• **Task prompt**
State how many lines below hold the word "paths". Give that number and no other text.

Collected data

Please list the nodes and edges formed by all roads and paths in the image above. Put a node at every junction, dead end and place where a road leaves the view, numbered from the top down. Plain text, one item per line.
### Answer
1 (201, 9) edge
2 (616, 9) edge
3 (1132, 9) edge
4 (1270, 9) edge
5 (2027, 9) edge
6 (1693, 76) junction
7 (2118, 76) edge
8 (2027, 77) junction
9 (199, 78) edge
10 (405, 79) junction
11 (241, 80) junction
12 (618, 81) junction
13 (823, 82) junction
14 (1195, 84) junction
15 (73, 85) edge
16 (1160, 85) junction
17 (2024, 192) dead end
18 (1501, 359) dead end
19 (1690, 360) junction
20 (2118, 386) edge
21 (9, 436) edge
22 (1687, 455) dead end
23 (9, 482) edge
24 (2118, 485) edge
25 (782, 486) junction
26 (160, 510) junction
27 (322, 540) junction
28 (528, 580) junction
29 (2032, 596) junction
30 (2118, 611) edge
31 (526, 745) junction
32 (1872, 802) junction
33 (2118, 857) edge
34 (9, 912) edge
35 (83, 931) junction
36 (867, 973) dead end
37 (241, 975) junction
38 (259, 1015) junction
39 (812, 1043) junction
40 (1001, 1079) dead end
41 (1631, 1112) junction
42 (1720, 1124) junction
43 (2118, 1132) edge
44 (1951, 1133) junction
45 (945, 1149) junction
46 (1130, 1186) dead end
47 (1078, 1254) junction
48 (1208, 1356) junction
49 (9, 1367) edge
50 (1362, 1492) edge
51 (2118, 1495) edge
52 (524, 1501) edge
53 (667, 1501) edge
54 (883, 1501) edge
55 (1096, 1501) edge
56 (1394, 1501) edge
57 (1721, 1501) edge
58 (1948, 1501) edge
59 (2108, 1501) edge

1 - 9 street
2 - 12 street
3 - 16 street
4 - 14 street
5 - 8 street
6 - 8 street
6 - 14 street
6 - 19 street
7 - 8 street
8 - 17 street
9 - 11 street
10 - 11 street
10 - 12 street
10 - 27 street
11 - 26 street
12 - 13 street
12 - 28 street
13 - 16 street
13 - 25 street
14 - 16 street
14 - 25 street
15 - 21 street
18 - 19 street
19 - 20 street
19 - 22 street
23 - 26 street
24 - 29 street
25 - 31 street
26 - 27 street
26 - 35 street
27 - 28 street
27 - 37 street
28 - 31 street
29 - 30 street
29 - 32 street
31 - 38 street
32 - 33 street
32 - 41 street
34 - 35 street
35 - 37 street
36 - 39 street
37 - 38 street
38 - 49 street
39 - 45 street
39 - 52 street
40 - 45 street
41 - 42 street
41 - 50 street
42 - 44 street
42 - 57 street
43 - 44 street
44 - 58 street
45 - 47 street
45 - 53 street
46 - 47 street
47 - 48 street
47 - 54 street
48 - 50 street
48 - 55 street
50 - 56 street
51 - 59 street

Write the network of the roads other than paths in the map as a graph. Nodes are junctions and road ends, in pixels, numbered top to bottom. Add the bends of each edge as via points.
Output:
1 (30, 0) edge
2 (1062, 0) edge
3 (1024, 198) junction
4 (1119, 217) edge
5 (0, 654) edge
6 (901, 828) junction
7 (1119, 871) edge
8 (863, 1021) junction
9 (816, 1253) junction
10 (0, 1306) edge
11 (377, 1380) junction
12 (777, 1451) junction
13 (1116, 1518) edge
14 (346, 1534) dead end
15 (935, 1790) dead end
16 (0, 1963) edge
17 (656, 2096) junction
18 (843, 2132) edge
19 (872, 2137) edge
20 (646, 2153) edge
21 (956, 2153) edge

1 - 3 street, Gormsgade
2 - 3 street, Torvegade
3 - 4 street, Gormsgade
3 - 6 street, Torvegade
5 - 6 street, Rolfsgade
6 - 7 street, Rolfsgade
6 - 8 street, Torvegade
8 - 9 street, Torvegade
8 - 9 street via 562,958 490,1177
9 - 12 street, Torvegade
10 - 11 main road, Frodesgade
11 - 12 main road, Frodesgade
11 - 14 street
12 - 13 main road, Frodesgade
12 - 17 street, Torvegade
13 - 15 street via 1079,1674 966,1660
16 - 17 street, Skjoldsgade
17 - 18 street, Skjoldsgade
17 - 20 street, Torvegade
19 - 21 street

• **Output of the exercise**
2